Polling stations opened at 7am in Ireland today as the country holds a historic referendum on abortion rights. Will they vote to repeal or retain the clause in the Irish constitution, the 8th amendment, which prohibits abortion in almost every situation? Currently, seeking or providing abortion – even in cases of rape, incest and fatal foetal abnormality – risks up to 14 years in prison.
Lots of Labour activists have been involved with the ‘Yes’ campaign. “Hundreds of Labour members have flown to Ireland, potentially sharing the same plane as a woman returning home after having a safe abortion,” Kirsten Kurt-Elli writes for LabourList today. “Even more have helped fund the journeys home of Irish expats from across the world.”
#HomeToVote, which has connected voters needing help to fund their journey with donors, shows just how far women have travelled to cast their ballot. “I’m crying at people all over the world heading home so women can be liberated,” tweeted Jess Phillips. “#HomeToVoteYes has got me very emotional this morning. Never underestimate the power of the vote,” Dawn Butler said.

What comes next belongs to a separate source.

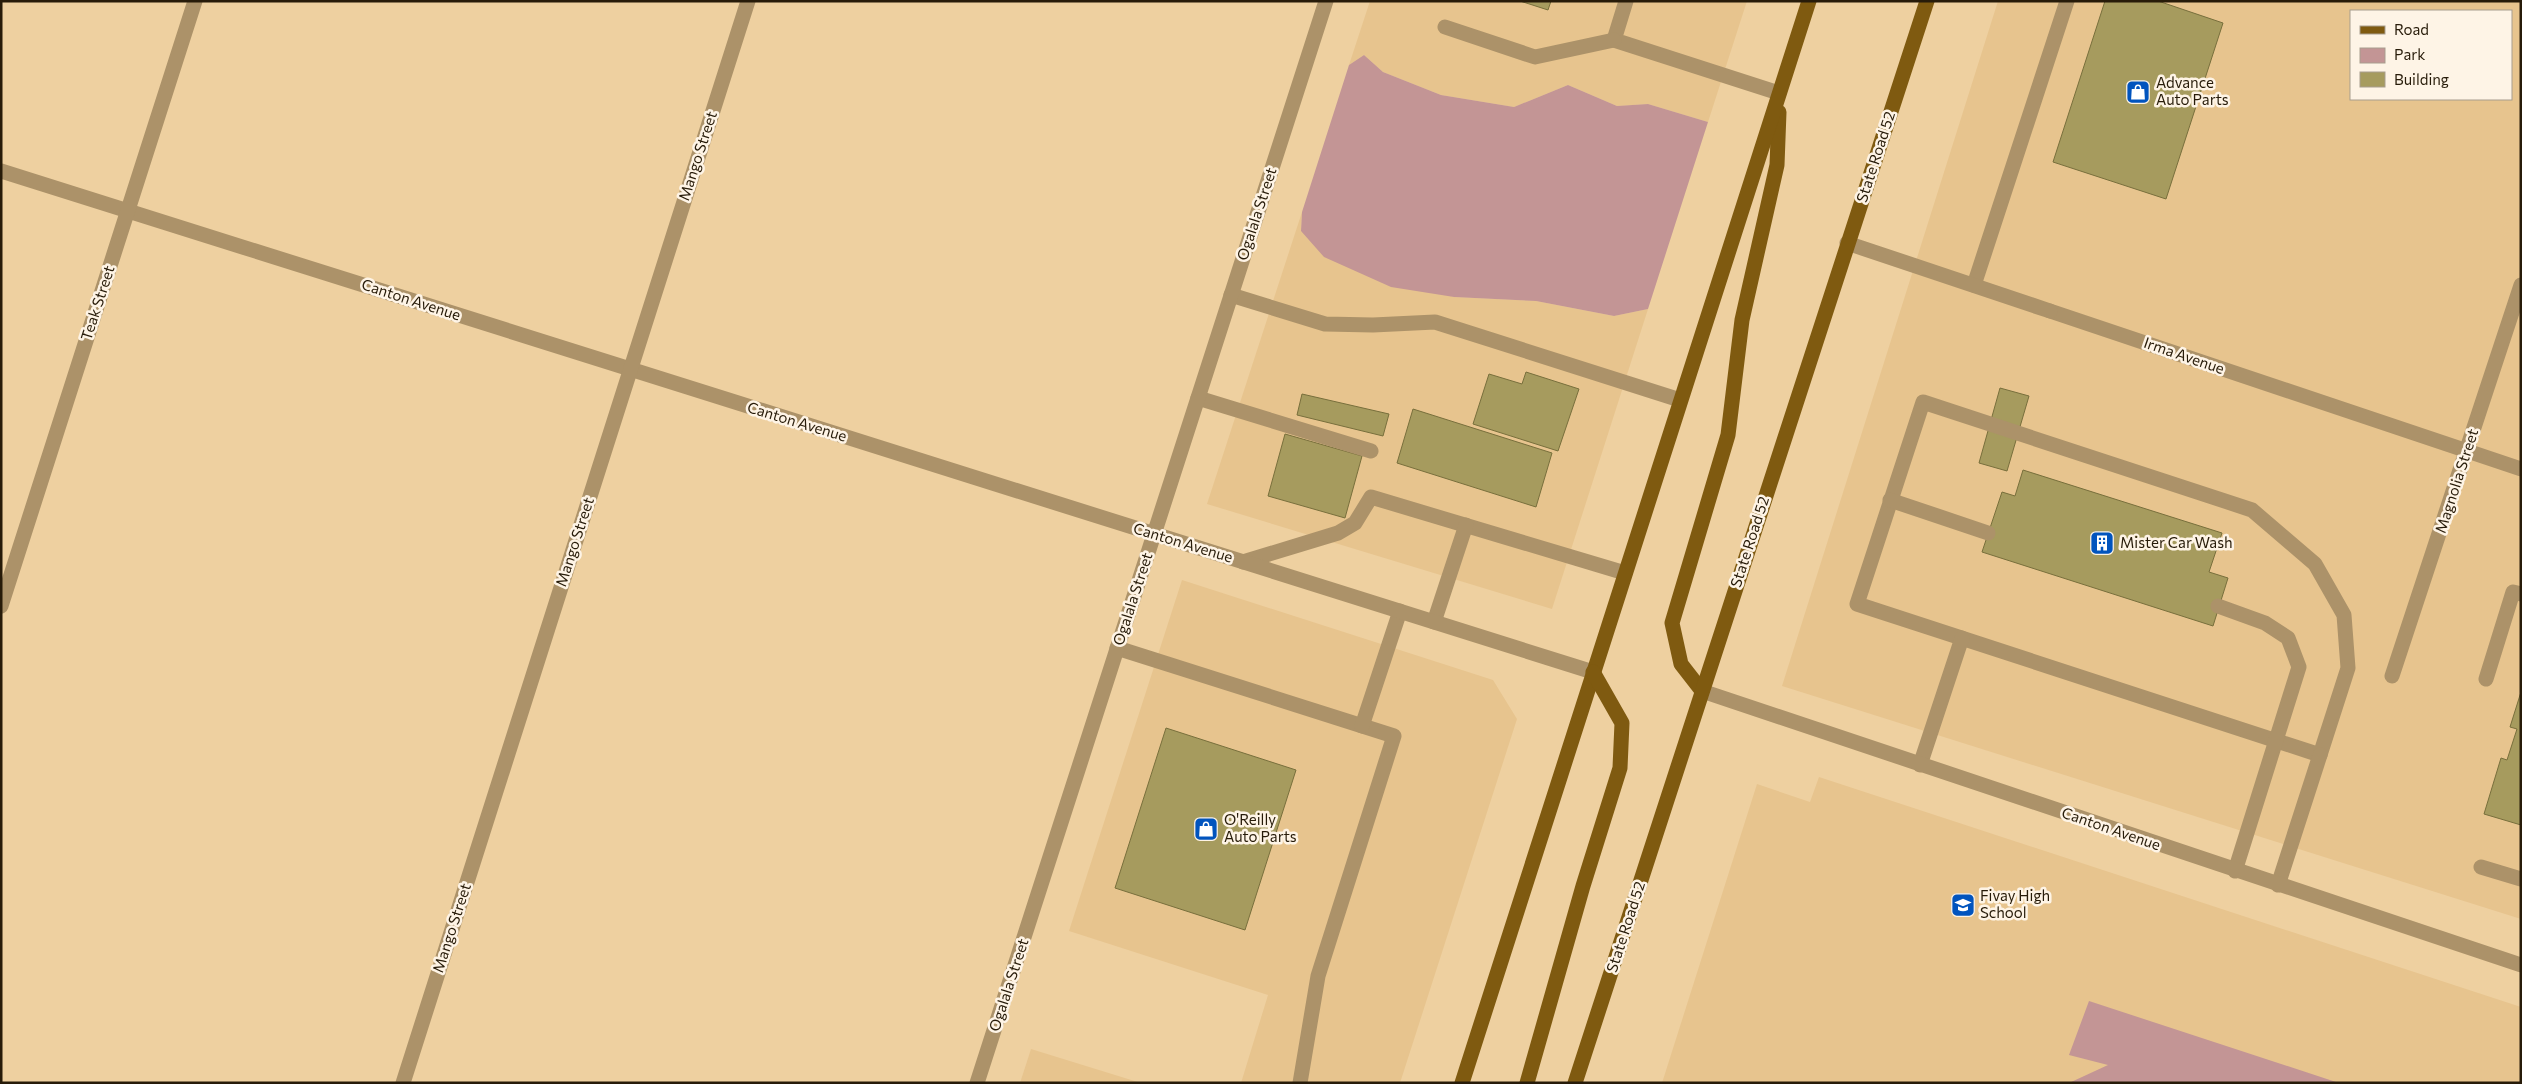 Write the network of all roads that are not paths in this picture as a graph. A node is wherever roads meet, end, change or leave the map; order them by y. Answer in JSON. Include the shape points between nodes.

Let’s not forget that further changes might be coming to the UK too. There’s progress to be made as visitors to abortion clinics are still harassed by anti-choice protesters – Ealing Council may not be the last to introduce a safety ‘buffer’ zone. And our laws are still stricter than those in Canada and the US, where abortion is allowed ‘on demand’. Under the Abortion Act 1967, the termination must be signed off by two doctors and it remains officially restricted to cases of rape, fetal defects or where maternal life or health is at risk.
Crucially, the Abortion Act has never applied in Northern Ireland. In 2008, Harriet Harman, then leader of the Commons, reportedly blocked a move to change that. Diane Abbott, who tabled the amendment, said at the time: “It seems to me that this programme motion and particularly the order of discussion is a shabby manoeuvre by ministers to stop full debate on some very important matters.”
“If we do not debate my new clause today, women in Northern Ireland will lose the opportunity to have the rights that women in the rest of the UK have enjoyed for 40 years. They will lose that right for a generation.”
There will be an exit poll at 10pm, but vote counting won’t start until Saturday morning, so the final result will be revealed tomorrow afternoon. Following a hostile campaign, the outcome is expected to be close. Taoiseach Leo Varadkar says the referendum is a “once in a generation decision”: if Irish voters pass up this opportunity to overturn a near-total ban on abortion, it’s lost for at least 35 years. Turnout is key.
As Kirsten Kurt-Elli says, nine Irish women will have travelled to England to terminate a pregnancy yesterday. Those may have been the last lonely, painful return flights booked due to Ireland’s punitive abortion laws.